O diretor-gerente do FMI, physician Dominique Strauss-Kahn, troche informou o resultado da votação, site que deverá ser referendado em duas semanas pela Assembléia de Governadores, composta pelos ministros de Economia ou titulares dos bancos centrais dos 185 países-membros.
A proposta eleva o voto de algumas nações em desenvolvimento, como Brasil, Índia e México, mas fica distante das reivindicações das nações emergentes, que tinham exigido uma redistribuição profunda do poder no seio do FMI, que permanece nas mãos da Europa e dos Estados Unidos.
A reforma foi iniciada pelo diretor-gerente anterior, o espanhol Rodrigo de Rato, mas as negociações avançaram muito lentamente, devido à reticência em ceder poder por parte dos países sobre-representados no FMI, como algumas pequenas nações européias e os produtores de petróleo.
A atual fórmula de divisão de poder ainda reflete a geografia econômica após a Segunda Guerra Mundial e não prevê a ascensão dos países emergentes, especialmente os asiáticos.

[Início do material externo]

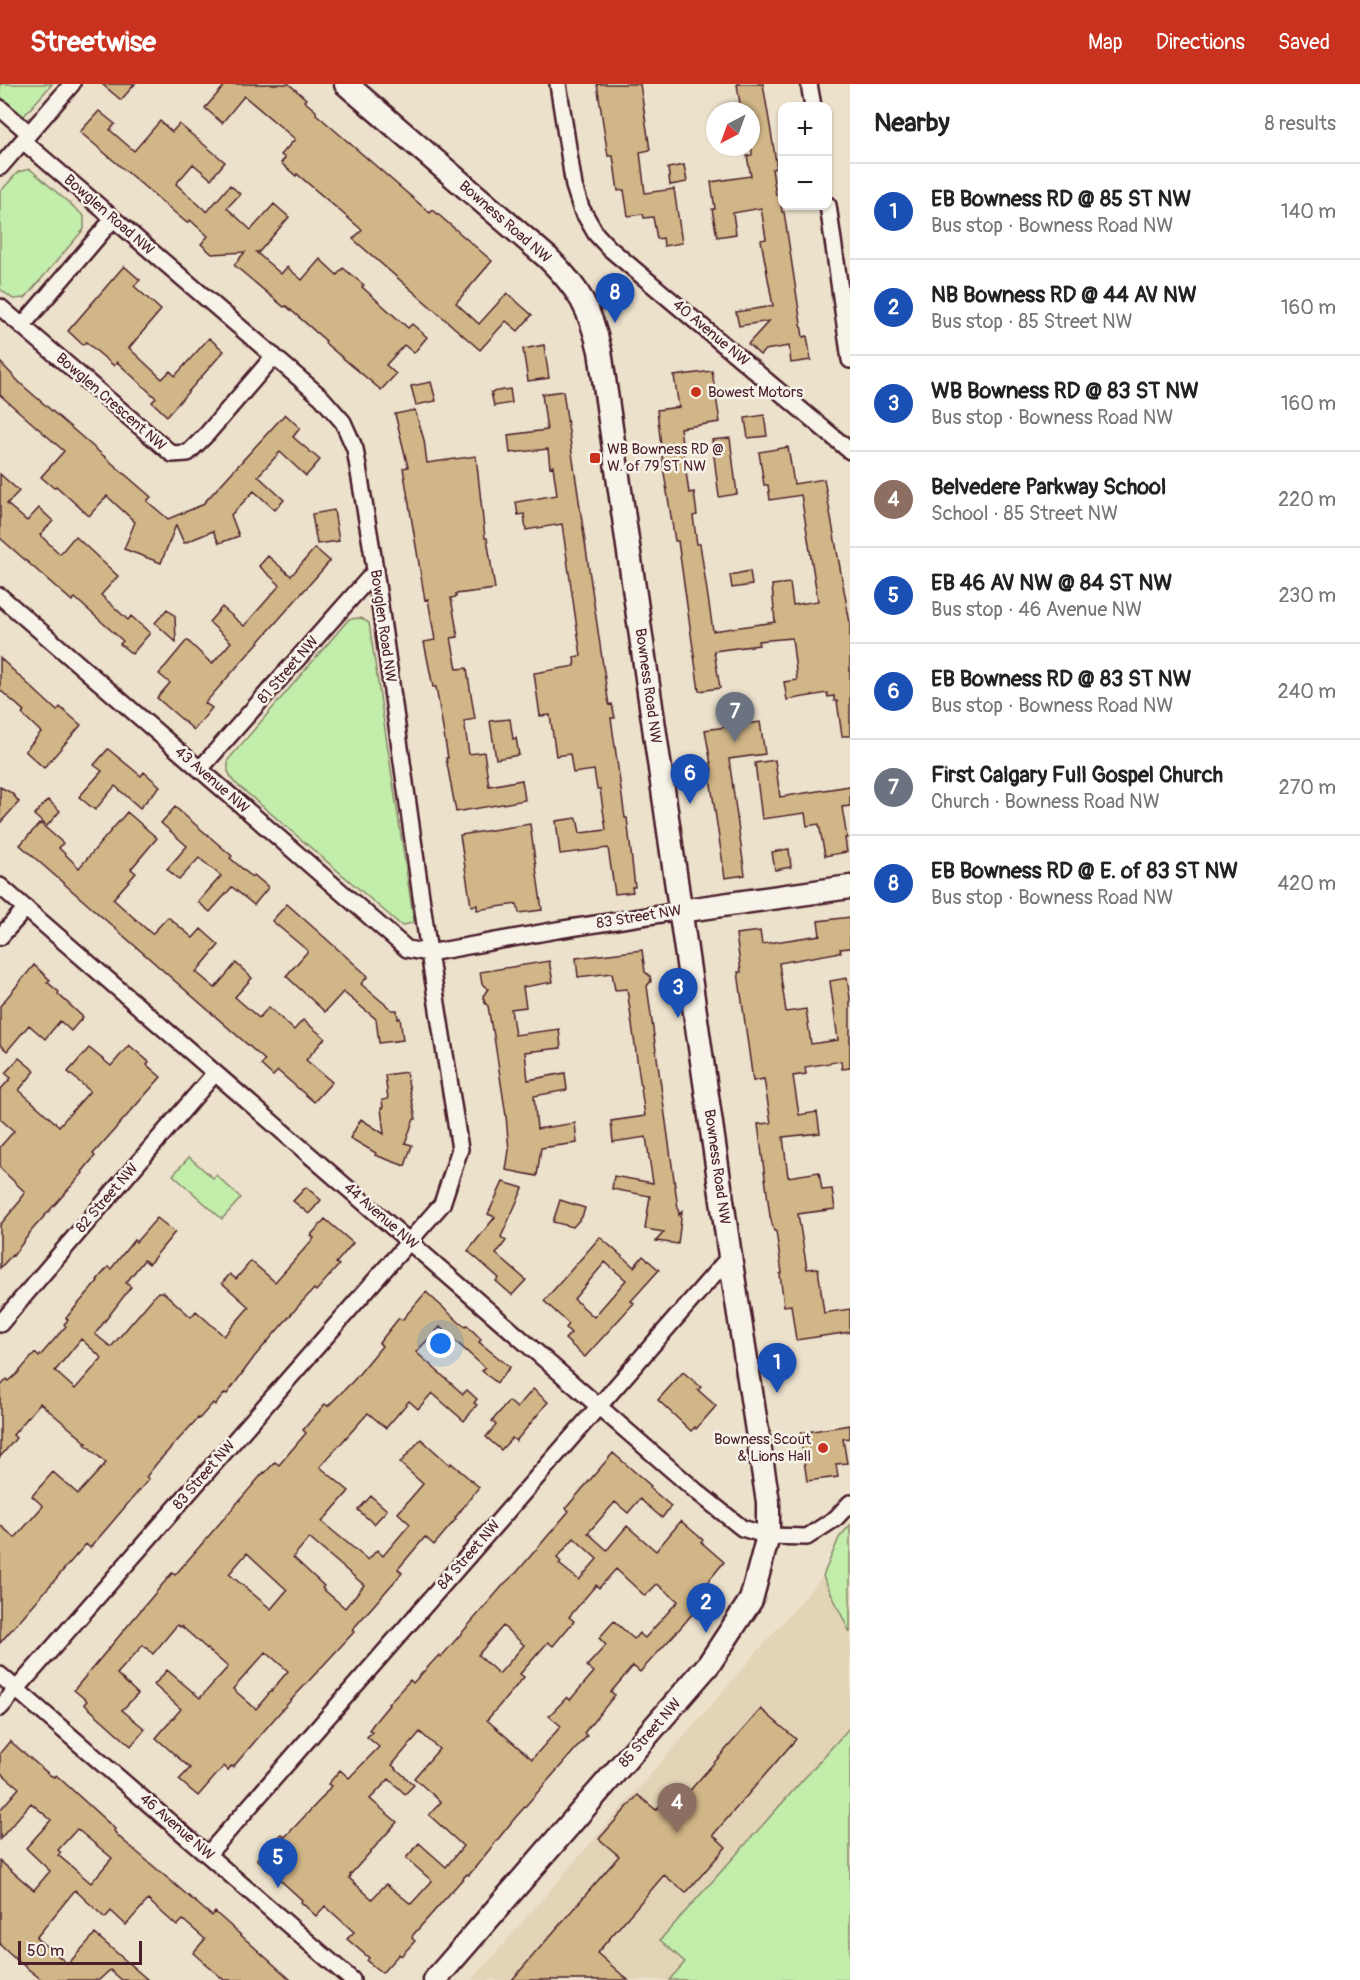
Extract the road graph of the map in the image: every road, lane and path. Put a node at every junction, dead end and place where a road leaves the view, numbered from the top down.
1 (72, 84) edge
2 (346, 84) edge
3 (558, 84) edge
4 (809, 84) edge
5 (812, 102) edge
6 (0, 108) edge
7 (26, 137) junction
8 (0, 167) edge
9 (829, 210) edge
10 (113, 219) junction
11 (846, 299) edge
12 (0, 306) edge
13 (22, 326) junction
14 (273, 356) junction
15 (850, 360) edge
16 (850, 451) edge
17 (375, 570) junction
18 (0, 596) edge
19 (200, 769) junction
20 (0, 886) edge
21 (850, 887) edge
22 (26, 908) junction
23 (680, 911) junction
24 (0, 937) edge
25 (429, 953) junction
26 (215, 1073) junction
27 (409, 1241) junction
28 (730, 1256) junction
29 (0, 1324) edge
30 (599, 1406) junction
31 (850, 1503) edge
32 (768, 1536) junction
33 (0, 1675) edge
34 (17, 1690) junction
35 (0, 1708) edge
36 (208, 1854) junction
37 (352, 1980) edge
38 (435, 1980) edge

1 - 7 street
2 - 23 street, Bowness Road NW
3 - 16 street, 40 Avenue NW
4 - 5 street
6 - 7 street, Bowglen Road NW
7 - 8 street
7 - 10 street, Bowglen Road NW
9 - 11 street
10 - 13 street
10 - 14 street, Bowglen Road NW
11 - 15 street
12 - 13 street, Bowglen Crescent NW
13 - 14 street, Bowglen Crescent NW
14 - 17 street, Bowglen Road NW
17 - 19 street, 81 Street NW
17 - 25 street, Bowglen Road NW
18 - 19 street, 43 Avenue NW
19 - 25 street, 43 Avenue NW
20 - 22 street, 44 Avenue NW
21 - 23 street, 83 Street NW
22 - 24 street
22 - 26 street, 44 Avenue NW
23 - 25 street, 83 Street NW
23 - 28 street, Bowness Road NW
25 - 27 street, Bowglen Road NW
26 - 27 street, 44 Avenue NW
26 - 29 street, 82 Street NW
27 - 30 street, 44 Avenue NW
27 - 34 street, 83 Street NW
28 - 30 street, 84 Street NW
28 - 32 street, Bowness Road NW
30 - 32 street, 44 Avenue NW
30 - 36 street, 84 Street NW
31 - 32 street
32 - 38 street, 85 Street NW
33 - 34 street, 46 Avenue NW
34 - 35 street, 83 Street NW
34 - 36 street, 46 Avenue NW
36 - 37 street, 46 Avenue NW

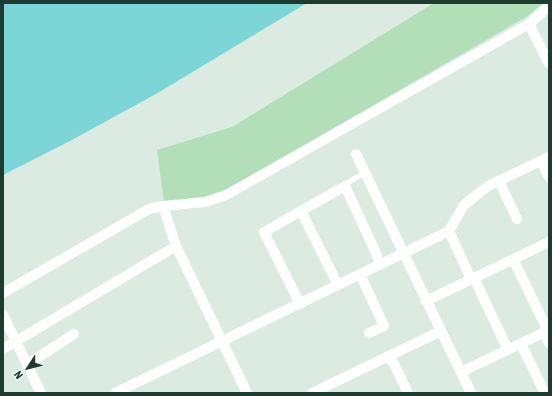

Se o Conselho Executivo aprovar a nova fórmula hoje, enviará a proposta à Assembléia de Governadores do FMI, que é composta pelos ministros de Economia e governadores dos bancos centrais dos 185 países-membros.
A reforma deverá ser assinada oficialmente durante a próxima assembléia do órgão, que acontecerá nos dias 11 e 12 de abril, em Washington.